Your result will be the set of lines with "junction", copied from the material below.

DATA EXCERPTS
↓
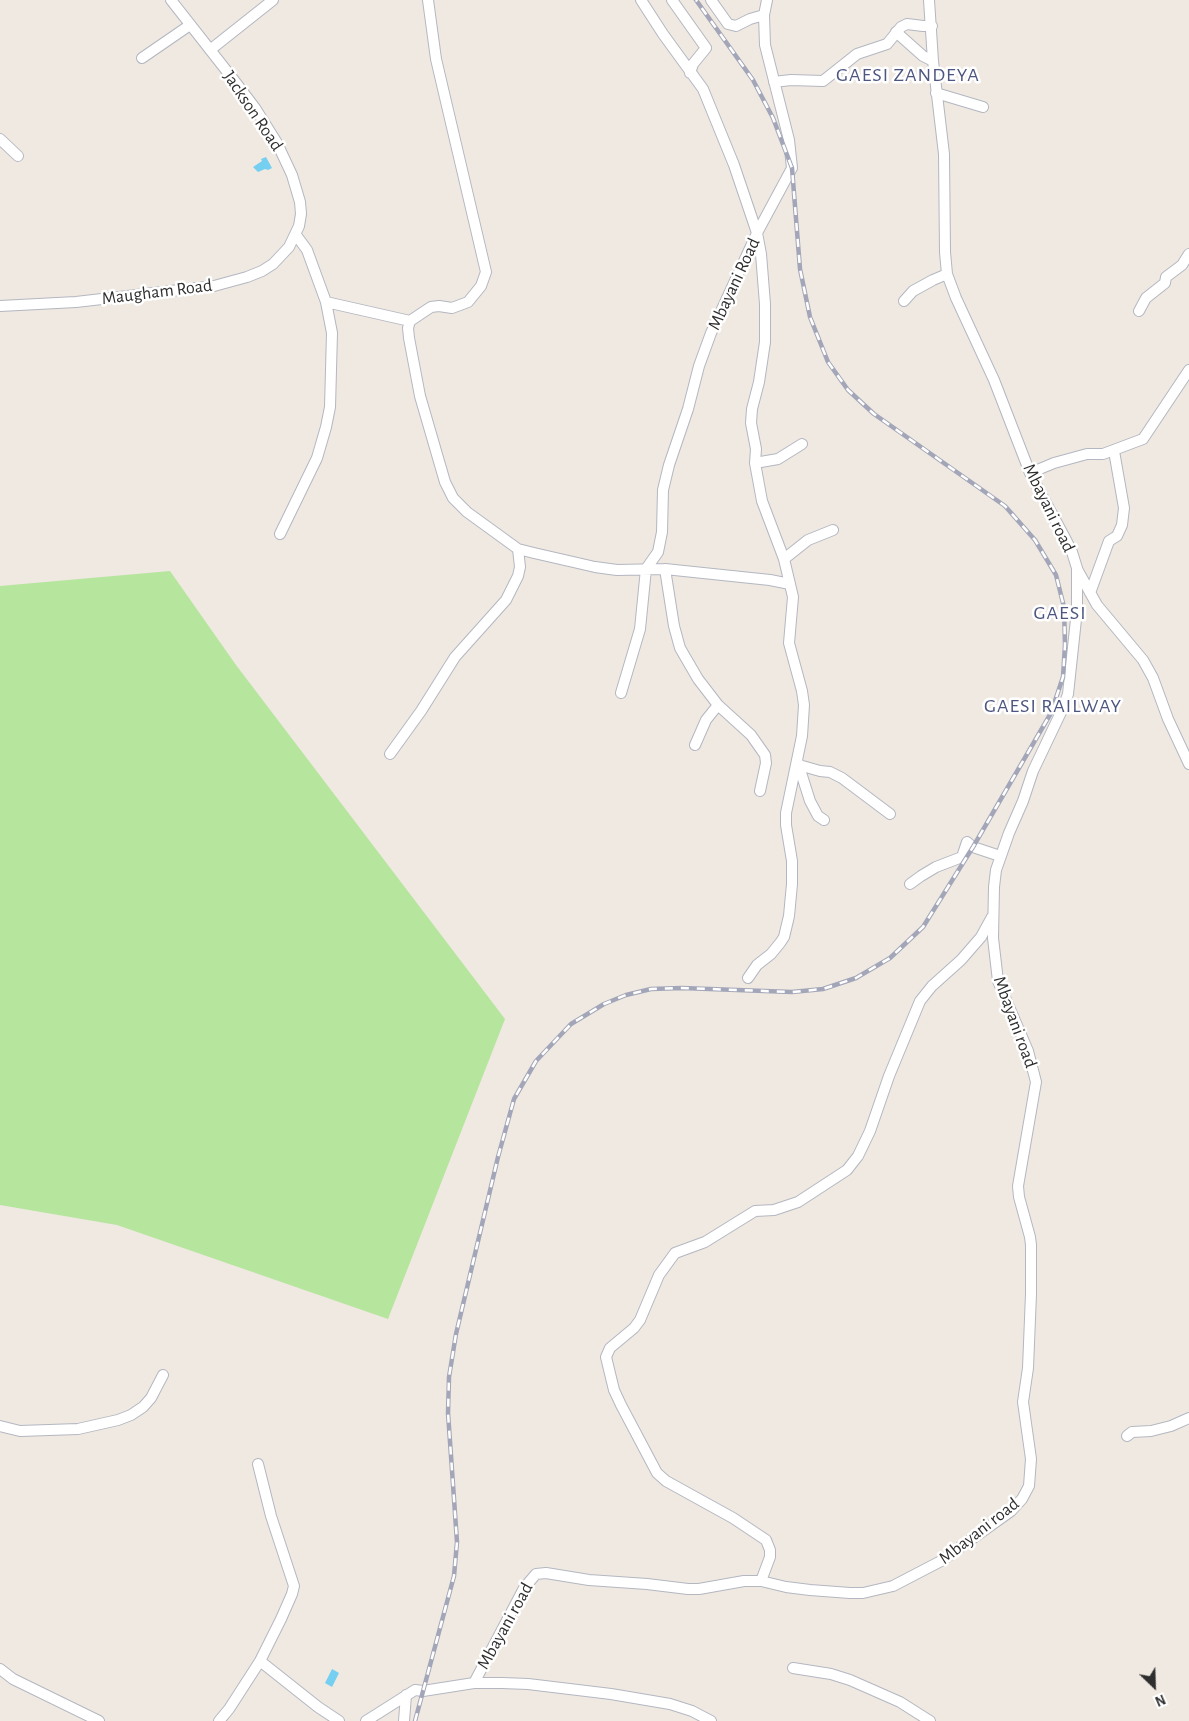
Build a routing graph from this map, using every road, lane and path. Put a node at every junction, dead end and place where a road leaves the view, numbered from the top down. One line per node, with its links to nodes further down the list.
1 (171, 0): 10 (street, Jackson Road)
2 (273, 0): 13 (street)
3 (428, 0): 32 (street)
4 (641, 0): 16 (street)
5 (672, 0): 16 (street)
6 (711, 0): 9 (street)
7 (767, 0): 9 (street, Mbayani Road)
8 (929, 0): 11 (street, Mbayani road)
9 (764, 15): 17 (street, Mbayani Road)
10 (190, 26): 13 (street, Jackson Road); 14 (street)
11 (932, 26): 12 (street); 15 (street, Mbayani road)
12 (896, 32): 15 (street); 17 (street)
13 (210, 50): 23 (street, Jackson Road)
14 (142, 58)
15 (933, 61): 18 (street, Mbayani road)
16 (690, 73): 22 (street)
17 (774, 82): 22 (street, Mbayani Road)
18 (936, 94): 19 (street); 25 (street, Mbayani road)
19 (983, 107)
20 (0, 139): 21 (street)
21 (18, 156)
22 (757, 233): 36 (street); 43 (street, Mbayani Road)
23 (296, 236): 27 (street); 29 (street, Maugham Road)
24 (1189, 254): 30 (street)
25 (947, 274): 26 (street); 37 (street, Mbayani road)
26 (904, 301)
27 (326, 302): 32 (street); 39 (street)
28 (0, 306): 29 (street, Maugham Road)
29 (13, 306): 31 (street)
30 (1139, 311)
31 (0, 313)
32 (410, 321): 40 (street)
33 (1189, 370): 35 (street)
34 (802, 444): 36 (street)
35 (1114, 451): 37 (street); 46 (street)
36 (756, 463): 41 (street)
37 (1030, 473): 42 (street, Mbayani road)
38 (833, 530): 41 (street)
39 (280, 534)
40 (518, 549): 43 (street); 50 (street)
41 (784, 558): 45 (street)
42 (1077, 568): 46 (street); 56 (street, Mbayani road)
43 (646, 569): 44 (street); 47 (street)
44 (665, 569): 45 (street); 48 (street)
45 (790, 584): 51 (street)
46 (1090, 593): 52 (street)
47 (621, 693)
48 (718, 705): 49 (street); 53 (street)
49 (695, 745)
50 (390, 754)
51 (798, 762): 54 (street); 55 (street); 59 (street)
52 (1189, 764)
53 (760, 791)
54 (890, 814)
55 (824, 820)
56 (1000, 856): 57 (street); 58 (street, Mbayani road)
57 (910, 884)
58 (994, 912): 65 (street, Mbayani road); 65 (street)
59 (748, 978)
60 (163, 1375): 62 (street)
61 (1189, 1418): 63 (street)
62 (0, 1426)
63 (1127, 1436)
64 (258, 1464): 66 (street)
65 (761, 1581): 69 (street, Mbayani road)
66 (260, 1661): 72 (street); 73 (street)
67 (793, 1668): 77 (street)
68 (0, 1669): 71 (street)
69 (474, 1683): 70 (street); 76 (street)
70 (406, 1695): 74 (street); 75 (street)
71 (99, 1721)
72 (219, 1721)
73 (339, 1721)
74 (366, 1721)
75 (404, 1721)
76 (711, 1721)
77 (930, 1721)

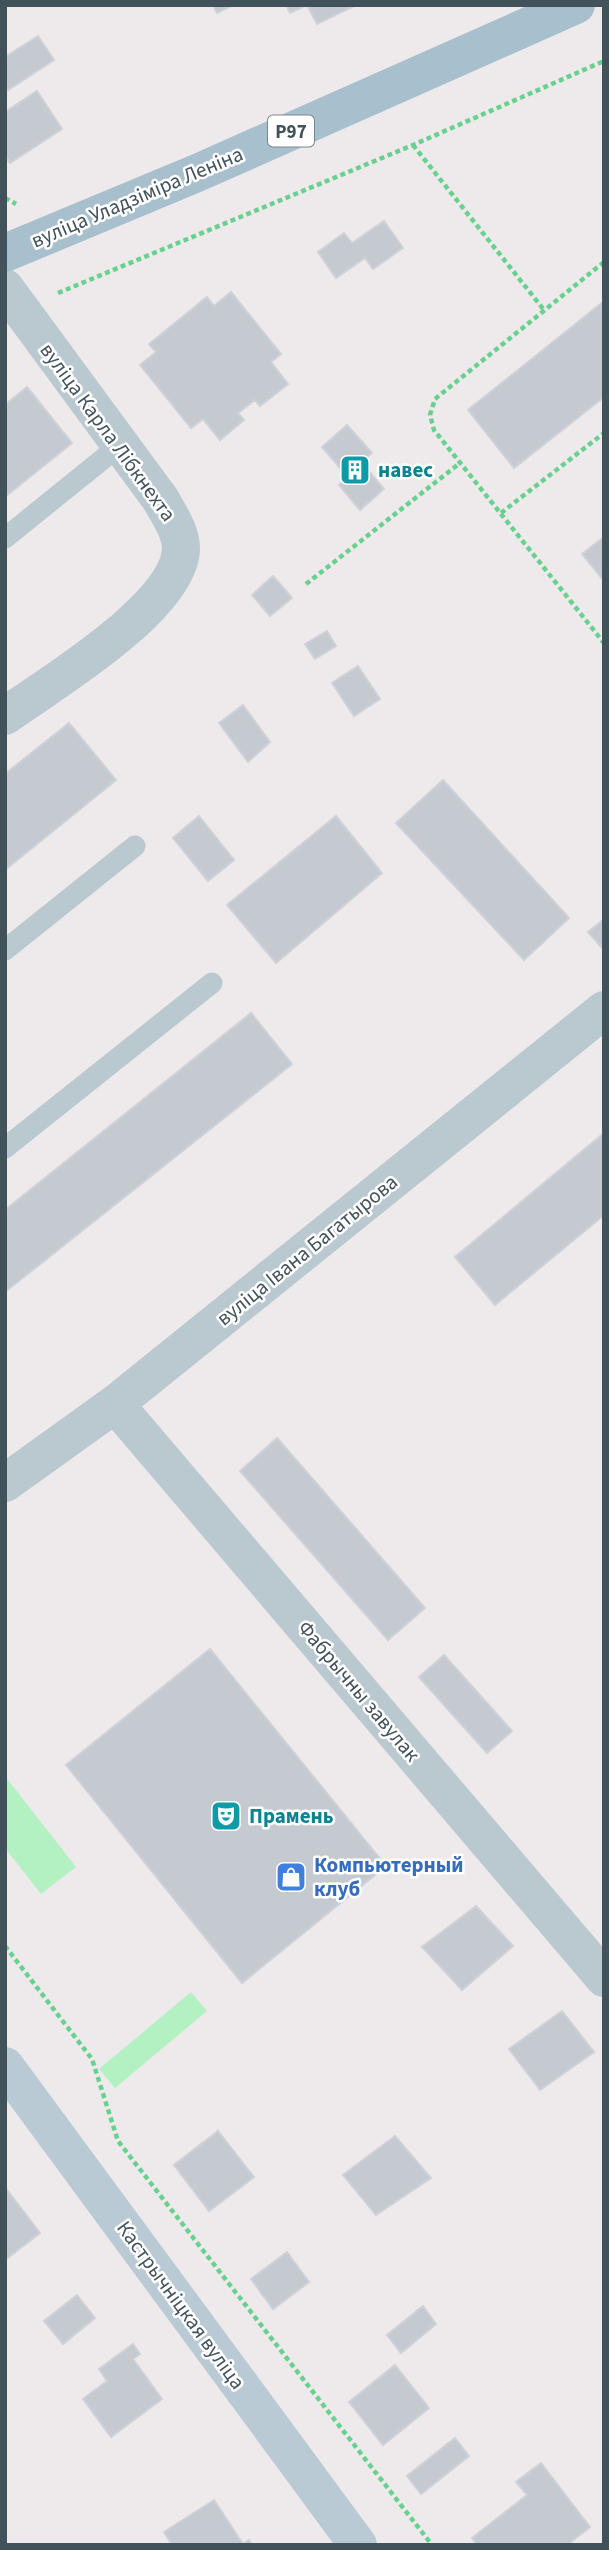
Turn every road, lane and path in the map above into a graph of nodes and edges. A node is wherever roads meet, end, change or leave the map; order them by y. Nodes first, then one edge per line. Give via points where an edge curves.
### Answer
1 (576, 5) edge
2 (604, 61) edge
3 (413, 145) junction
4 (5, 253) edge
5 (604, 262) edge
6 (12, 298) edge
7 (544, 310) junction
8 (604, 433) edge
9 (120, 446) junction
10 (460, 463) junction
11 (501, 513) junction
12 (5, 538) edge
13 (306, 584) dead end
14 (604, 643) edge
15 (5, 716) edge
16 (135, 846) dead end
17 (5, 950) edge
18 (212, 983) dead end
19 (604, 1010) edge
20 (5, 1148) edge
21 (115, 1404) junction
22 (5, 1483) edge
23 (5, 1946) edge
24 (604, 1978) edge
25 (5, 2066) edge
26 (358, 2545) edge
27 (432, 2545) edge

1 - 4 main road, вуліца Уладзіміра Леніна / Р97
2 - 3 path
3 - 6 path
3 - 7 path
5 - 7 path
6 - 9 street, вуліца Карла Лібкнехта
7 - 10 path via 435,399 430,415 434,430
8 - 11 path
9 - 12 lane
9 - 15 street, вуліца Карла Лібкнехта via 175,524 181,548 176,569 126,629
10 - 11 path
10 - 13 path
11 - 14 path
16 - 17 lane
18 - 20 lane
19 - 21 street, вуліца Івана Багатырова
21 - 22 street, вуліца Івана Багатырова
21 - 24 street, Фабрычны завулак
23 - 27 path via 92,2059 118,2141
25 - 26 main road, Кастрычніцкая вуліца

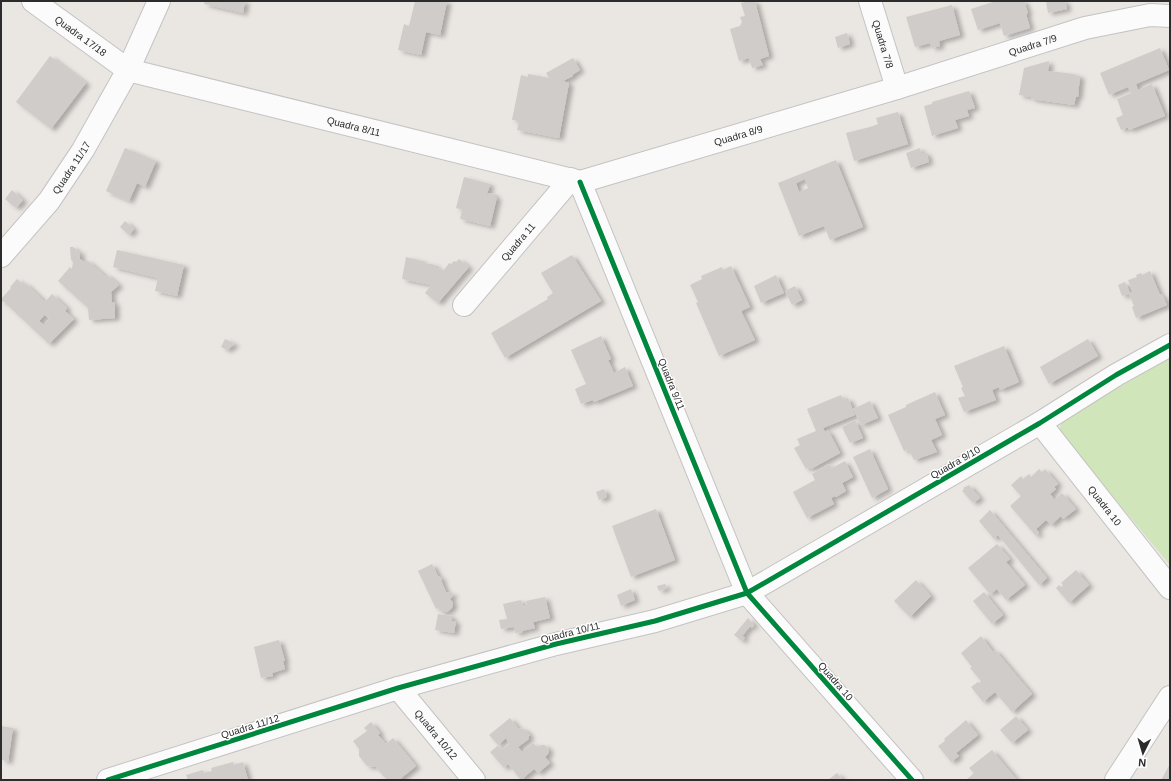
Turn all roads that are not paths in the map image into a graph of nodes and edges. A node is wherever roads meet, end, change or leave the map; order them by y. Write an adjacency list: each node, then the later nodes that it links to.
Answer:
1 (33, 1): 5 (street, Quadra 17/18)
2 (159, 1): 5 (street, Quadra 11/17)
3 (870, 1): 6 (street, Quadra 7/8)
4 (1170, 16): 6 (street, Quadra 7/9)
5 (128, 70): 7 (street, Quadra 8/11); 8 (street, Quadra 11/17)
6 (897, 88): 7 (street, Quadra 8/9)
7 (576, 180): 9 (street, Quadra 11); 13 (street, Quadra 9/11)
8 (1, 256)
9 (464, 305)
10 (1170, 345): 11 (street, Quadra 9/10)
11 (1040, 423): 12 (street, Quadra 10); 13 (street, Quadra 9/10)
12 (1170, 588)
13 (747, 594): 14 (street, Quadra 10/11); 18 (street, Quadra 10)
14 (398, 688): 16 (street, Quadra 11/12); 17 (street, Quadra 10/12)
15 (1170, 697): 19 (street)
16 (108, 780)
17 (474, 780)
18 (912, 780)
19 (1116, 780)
↑
SOLVED PROBLEM
Build a routing graph from this map, using every road, lane and path. Put a node at every junction, dead end and place where a road leaves the view, numbered from the top down. One line per node, with its links to nodes further down the list.
3 (413, 145) junction
7 (544, 310) junction
9 (120, 446) junction
10 (460, 463) junction
11 (501, 513) junction
21 (115, 1404) junction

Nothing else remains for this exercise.